Power management settings not working; applications closed on wake from sleep

Collapse
This topic is closed.
X
X
 
  • Filter
  • Time
  • Show
Clear All
new posts

    [SOLVED] Power management settings not working; applications closed on wake from sleep

    Yesterday, I upgraded to 22.04 from the last LTS version of Kubuntu. I am using an HP Elitebook 840 G6. I've reproduced the detailed software and hardware information below.

    I now have several problems with power management and the computer sleeping and waking.

    The first problem is that whatever settings I put into the power management energy savings interface don't seem to be remembered/attended to. For example, if I set the computer to "do nothing" when laptop lid is closed on AC power, it ignores this and instigates sleep when the lid is closed. I have tried a few combinations of settings, and there doesn't seem to be any pattern to what the settings say and what the computer actually does.

    The rest of the problems are to do with what the computer does when it is woken from sleep. There are a few minor problems: it seems to forget the settings for the system tray locale icon, sometimes it refuses to wake up at all and needs to be hard-booted. But the biggest problem is that sleep seems to make it close every running application. If I have a few windows open, and then put the computer to sleep, on waking up all the windows have closed and the applications are not in the task manager.

    All this is really hugely frustrating, and any help would be appreciated. Looking around other forums and the internet suggests that several people have problems with sleep and power management in 22.04, but nobody seems to have specifically reported the issue I have with applications closing.

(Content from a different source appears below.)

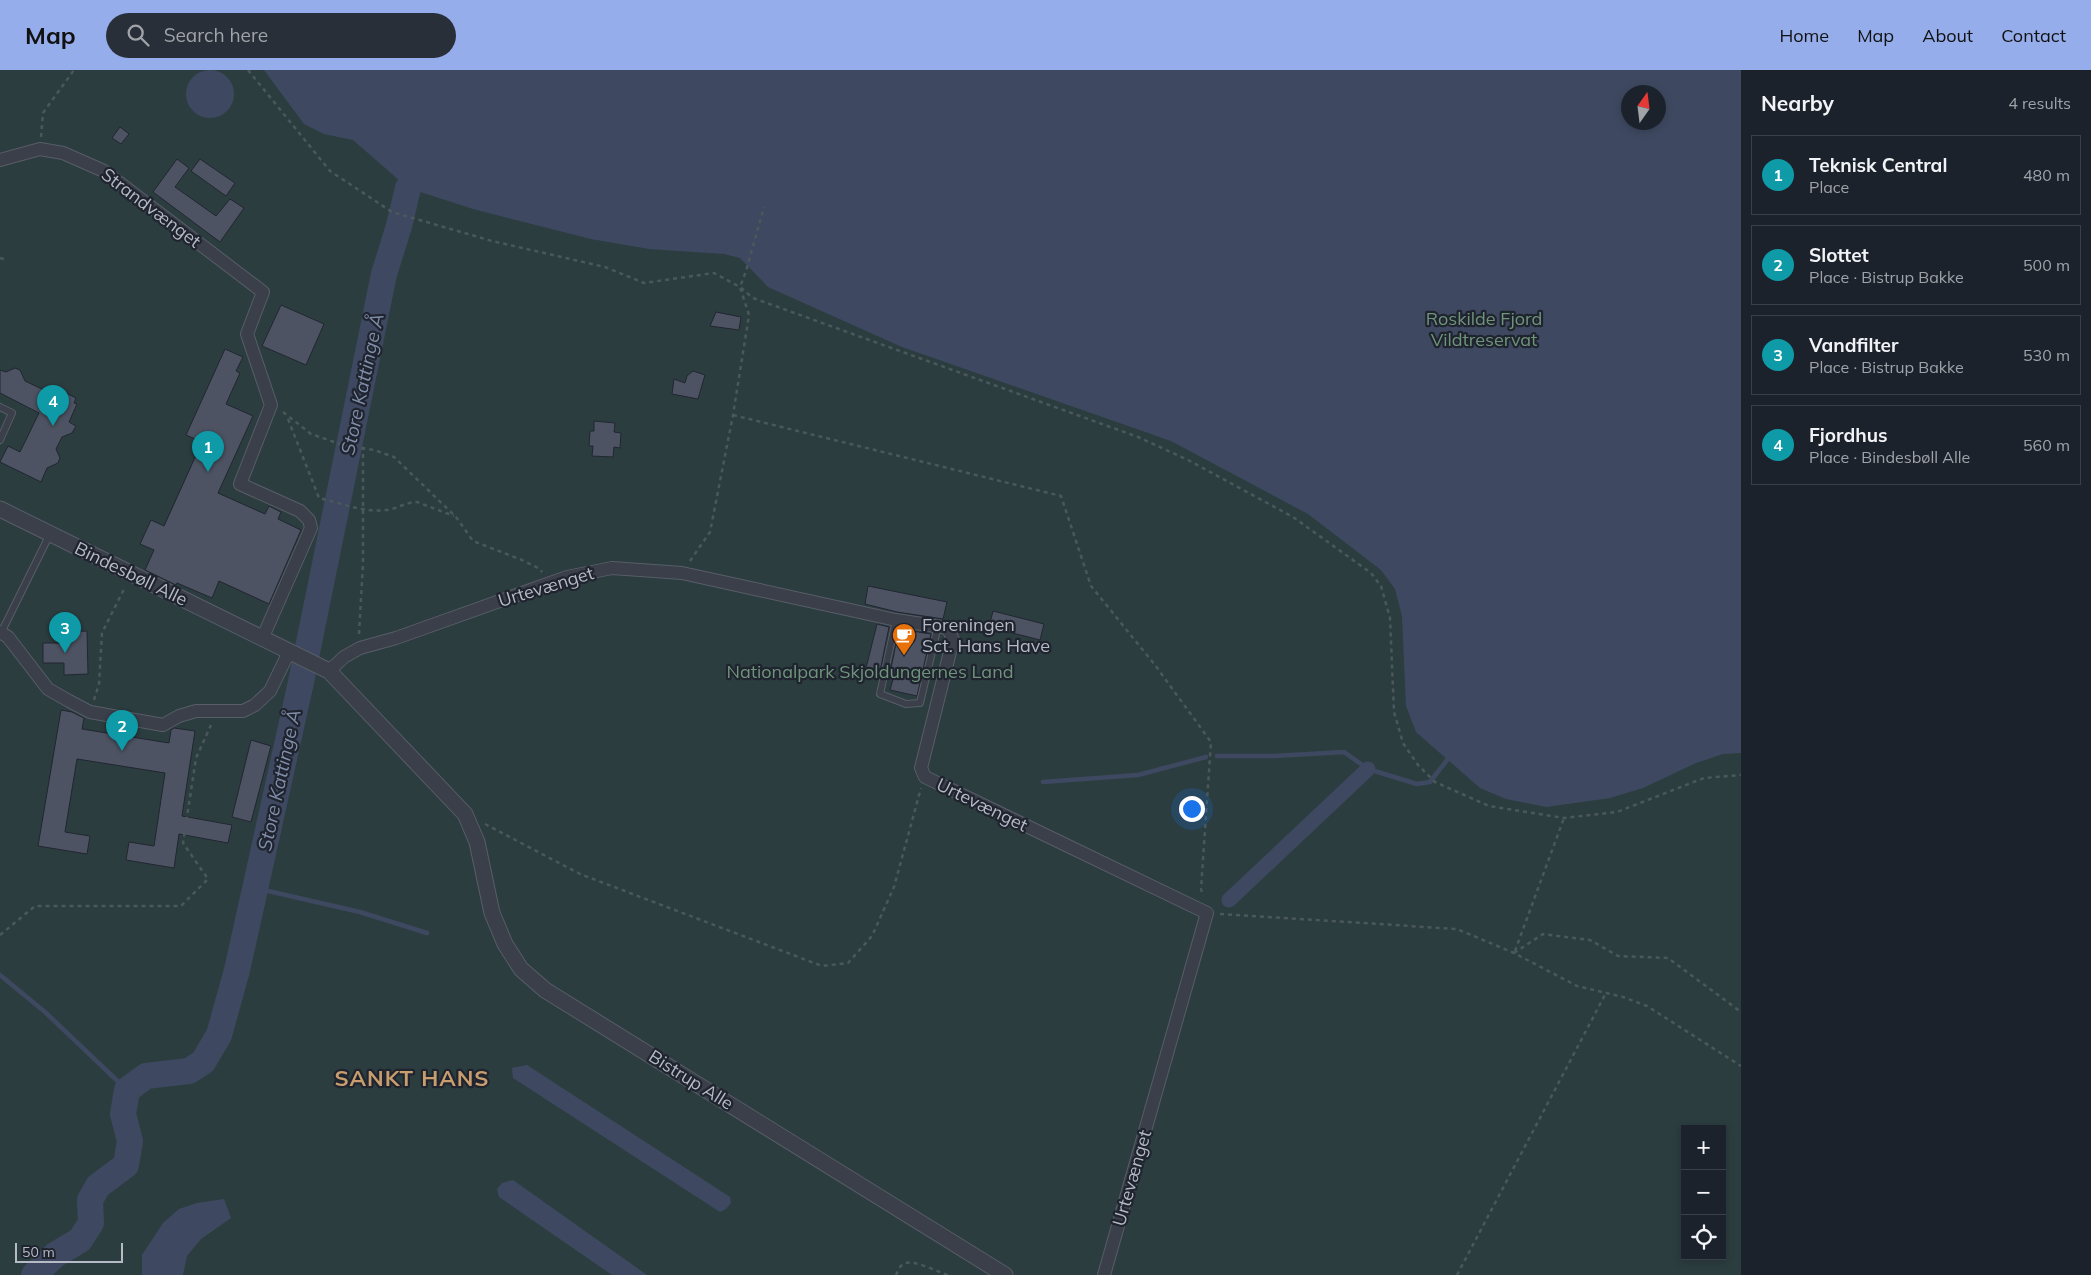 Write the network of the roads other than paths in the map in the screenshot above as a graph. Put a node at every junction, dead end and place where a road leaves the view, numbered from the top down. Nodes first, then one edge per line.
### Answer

    Operating System: Kubuntu 22.04
    KDE Plasma Version: 5.24.7
    KDE Frameworks Version: 5.92.0
    Qt Version: 5.15.3
    Kernel Version: 5.15.0-67-generic (64-bit)
    Graphics Platform: X11
    Processors: 8 × Intel® Core™ i5-8365U CPU @ 1.60GHz
    Memory: 7,6 GiB of RAM
    Graphics Processor: Mesa Intel® UHD Graphics 620​

    #2
    You could
    • try if the problems still occur in another user account
    • from another user account​ sudo rm -r /home/YOUR_MAIN_USER_ACCOUNT/.cache/* or from a tty in your main user account rm -r $HOME/.cache/*, log out and in again (I consider it to always be a good idea to remove the user's caches when upgrading from one major release to another)
    • and as GreyGeek often recommends: try a Wayland session instead of X11
    • you could also try if switching between the 5.15 LTS and the 5.19 HWE kernels makes a difference
    • full-upgrade to a newer KDE Frameworks version etc. with the Kubuntu Backports PPA (install ppa-purge first, so you have the ability to easily go back just to be on the safe side - https://launchpad.net/~kubuntu-ppa/+...s_filter=jammy ), reboot.
    Last edited by Schwarzer Kater; Mar 05, 2023, 06:59 AM. Reason: added kernel suggestion & CHANGED ORDER because of your answer ;-)
    Debian KDE & LXQt • Kubuntu & Lubuntu • openSUSE KDE • Windows • macOS X
    Desktop: Lenovo ThinkCentre M75s • Laptop: Apple MacBook Pro 13" • and others

    get rid of Snap script (20.04 +)reinstall Snap for release-upgrade script (20.04 +)
    install traditional Firefox script (22.04 +)​ • install traditional Thunderbird script (24.04)

    Comment


      #3
      OK, thanks. I will try those things in that order and see what happens.

      Comment


        #4
        I changed the order of my suggestions, see above.
        If you have any questions about the suggestions feel free to ask.
        Last edited by Schwarzer Kater; Mar 05, 2023, 06:38 AM. Reason: typos
        Debian KDE & LXQt • Kubuntu & Lubuntu • openSUSE KDE • Windows • macOS X
        Desktop: Lenovo ThinkCentre M75s • Laptop: Apple MacBook Pro 13" • and others

        get rid of Snap script (20.04 +)reinstall Snap for release-upgrade script (20.04 +)
        install traditional Firefox script (22.04 +)​ • install traditional Thunderbird script (24.04)

        Comment


          #5
          LOST the USB keyboard last night running Kubuntu on a 2TB SanDisk over thunderbolt on an Apple iMac when WAKING from SUSPEND.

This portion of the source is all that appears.